** Work task **
Show, in full, each line of the data that contains "pixels".

Stored records
*** Begin section ***

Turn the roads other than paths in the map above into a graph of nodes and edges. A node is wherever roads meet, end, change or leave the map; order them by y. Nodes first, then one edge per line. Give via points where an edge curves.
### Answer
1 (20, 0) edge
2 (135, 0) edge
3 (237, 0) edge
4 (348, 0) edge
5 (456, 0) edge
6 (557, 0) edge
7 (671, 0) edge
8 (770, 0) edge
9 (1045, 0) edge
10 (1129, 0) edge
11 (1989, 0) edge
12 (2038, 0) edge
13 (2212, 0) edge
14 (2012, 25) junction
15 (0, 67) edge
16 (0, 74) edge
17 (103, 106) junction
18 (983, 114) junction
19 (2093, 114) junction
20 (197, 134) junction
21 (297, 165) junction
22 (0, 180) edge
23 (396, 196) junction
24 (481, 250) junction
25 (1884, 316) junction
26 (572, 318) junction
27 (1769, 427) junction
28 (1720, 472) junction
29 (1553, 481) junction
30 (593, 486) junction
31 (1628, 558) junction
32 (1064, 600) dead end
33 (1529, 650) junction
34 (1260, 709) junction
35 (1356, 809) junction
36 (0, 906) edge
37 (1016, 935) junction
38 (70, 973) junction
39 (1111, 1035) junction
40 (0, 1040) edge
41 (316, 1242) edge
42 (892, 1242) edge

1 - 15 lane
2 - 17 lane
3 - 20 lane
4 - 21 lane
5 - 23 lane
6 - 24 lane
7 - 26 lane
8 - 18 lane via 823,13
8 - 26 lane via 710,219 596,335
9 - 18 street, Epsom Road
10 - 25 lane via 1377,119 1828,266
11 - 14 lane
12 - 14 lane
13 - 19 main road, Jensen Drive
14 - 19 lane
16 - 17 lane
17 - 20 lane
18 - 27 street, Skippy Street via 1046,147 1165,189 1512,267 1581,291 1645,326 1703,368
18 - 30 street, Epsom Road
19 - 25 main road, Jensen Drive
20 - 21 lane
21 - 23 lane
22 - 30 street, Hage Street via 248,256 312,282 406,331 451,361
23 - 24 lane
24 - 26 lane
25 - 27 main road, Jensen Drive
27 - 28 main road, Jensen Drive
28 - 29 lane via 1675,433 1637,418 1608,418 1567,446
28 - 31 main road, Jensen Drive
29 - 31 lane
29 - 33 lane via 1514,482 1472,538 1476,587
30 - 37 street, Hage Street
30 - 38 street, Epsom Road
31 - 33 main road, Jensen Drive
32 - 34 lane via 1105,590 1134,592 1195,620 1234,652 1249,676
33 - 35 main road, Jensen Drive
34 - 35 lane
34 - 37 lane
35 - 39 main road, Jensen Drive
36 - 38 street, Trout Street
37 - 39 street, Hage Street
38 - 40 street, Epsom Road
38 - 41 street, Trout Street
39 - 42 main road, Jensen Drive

*** End section ***
*** Begin section ***

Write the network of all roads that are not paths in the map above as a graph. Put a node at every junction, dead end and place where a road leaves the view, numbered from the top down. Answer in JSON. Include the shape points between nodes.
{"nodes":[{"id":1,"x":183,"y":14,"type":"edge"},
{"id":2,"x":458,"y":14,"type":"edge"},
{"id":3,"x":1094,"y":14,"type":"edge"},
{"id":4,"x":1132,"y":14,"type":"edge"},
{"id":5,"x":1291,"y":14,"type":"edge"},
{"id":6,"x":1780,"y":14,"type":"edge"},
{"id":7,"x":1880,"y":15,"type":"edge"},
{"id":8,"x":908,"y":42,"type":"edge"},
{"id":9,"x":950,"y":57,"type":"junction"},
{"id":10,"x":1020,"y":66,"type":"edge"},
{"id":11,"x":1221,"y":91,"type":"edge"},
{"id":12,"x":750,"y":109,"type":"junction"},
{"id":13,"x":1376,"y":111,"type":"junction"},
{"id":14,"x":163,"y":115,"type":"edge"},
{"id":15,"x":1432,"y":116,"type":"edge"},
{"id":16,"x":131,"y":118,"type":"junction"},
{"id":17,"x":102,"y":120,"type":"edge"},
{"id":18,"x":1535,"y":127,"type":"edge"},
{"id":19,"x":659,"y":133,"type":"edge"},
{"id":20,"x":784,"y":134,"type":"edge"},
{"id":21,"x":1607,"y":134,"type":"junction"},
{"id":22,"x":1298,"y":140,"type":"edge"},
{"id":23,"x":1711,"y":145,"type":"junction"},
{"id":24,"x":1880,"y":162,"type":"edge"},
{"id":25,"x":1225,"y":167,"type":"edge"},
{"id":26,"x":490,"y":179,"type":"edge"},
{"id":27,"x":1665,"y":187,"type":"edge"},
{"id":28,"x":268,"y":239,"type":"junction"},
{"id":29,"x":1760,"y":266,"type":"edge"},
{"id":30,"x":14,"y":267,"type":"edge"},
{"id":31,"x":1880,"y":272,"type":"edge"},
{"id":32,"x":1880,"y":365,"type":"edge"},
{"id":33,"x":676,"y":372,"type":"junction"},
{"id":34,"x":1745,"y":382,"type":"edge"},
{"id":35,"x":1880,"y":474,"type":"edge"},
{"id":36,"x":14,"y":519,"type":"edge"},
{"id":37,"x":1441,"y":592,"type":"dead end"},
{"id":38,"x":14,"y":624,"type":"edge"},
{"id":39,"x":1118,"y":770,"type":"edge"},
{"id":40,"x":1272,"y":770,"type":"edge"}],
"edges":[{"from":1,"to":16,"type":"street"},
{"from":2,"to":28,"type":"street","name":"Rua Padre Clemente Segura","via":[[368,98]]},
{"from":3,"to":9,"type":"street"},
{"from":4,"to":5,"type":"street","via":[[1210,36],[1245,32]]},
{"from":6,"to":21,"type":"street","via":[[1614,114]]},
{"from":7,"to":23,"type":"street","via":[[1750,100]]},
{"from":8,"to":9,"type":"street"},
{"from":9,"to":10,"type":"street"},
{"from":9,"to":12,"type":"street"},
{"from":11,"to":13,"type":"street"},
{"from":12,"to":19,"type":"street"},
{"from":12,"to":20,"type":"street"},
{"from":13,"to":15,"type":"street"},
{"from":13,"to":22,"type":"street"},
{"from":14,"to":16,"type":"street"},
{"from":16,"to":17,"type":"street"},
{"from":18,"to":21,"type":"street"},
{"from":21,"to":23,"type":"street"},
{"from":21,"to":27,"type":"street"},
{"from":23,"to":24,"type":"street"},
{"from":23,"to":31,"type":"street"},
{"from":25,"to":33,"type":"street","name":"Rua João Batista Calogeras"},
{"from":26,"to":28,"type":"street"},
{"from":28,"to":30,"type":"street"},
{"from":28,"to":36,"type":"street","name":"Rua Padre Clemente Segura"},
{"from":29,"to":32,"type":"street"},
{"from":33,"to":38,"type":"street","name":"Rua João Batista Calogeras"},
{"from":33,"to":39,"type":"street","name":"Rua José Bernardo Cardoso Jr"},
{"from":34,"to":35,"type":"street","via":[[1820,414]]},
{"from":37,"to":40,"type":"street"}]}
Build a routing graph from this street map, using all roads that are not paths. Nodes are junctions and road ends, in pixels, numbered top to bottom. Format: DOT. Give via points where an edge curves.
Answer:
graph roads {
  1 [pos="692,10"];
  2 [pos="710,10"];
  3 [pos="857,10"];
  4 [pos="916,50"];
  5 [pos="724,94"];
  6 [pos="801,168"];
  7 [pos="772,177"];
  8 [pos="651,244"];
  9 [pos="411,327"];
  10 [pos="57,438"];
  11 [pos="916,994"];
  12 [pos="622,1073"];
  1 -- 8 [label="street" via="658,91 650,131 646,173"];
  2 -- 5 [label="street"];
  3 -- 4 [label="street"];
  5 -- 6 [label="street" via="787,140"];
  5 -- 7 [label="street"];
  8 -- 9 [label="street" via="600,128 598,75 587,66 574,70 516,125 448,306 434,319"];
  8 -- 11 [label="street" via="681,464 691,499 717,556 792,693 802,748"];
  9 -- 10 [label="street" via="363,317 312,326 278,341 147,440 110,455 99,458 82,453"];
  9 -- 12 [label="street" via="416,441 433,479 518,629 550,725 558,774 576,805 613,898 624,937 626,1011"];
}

*** End section ***
*** Begin section ***

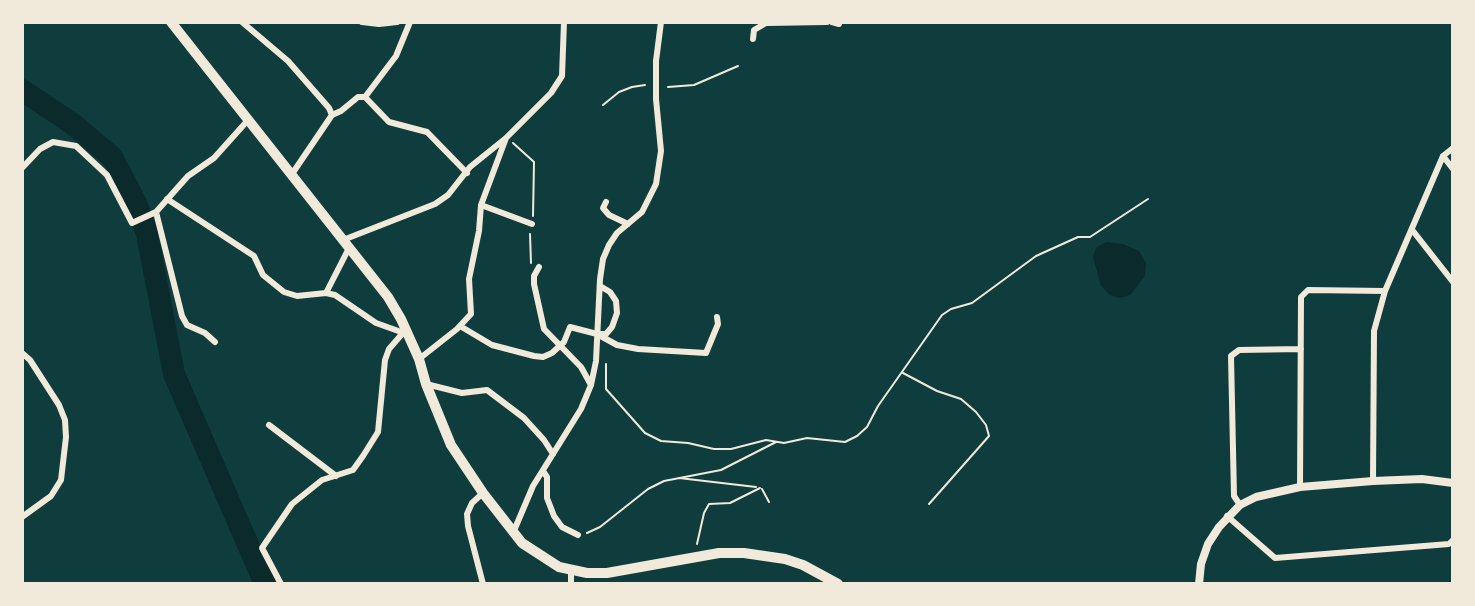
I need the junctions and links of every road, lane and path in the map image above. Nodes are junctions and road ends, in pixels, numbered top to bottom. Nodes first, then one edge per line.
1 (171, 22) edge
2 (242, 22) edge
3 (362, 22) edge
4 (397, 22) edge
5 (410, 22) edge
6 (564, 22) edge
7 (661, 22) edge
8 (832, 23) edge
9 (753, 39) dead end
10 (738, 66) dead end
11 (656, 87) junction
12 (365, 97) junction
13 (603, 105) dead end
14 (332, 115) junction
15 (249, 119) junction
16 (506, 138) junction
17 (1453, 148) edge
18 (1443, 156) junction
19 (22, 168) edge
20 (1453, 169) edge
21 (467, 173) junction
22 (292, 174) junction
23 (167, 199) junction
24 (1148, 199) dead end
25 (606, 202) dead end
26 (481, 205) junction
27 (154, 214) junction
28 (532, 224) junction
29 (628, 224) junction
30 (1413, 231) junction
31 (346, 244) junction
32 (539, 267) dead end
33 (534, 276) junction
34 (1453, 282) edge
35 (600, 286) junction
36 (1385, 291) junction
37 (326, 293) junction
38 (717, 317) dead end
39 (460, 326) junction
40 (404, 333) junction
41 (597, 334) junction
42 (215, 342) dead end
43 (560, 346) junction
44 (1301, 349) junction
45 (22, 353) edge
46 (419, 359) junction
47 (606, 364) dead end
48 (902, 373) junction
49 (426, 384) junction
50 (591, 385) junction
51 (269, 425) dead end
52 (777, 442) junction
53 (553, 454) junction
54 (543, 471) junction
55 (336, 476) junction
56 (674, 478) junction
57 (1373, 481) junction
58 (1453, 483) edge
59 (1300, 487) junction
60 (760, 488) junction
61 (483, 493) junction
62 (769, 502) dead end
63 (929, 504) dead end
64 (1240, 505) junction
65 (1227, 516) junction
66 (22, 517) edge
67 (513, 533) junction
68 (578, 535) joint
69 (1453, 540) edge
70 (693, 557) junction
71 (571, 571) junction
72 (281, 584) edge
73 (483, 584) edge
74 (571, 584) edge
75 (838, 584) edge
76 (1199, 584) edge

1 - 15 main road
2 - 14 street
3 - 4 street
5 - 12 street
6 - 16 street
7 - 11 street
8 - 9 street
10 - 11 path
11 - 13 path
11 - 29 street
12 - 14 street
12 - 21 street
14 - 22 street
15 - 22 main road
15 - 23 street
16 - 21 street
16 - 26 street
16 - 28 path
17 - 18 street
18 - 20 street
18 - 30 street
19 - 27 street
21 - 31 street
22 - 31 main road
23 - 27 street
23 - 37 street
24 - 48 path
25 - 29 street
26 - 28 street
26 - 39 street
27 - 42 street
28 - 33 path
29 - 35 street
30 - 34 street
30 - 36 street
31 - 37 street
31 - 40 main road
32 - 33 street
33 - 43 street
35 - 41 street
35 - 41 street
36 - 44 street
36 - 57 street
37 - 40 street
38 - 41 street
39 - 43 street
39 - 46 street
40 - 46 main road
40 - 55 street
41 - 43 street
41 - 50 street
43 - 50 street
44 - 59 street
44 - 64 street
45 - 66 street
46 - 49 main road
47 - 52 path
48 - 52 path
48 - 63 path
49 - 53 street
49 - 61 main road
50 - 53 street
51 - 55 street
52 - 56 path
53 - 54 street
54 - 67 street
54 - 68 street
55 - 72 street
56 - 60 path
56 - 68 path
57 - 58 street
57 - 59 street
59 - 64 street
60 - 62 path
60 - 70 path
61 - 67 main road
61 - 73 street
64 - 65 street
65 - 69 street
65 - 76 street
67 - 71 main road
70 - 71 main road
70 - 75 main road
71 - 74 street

*** End section ***

** Answer section **
Build a routing graph from this street map, using all roads that are not paths. Nodes are junctions and road ends, in pixels, numbered top to bottom. Format: DOT. Give via points where an edge curves.
I need the junctions and links of every road, lane and path in the map image above. Nodes are junctions and road ends, in pixels, numbered top to bottom. Nodes first, then one edge per line.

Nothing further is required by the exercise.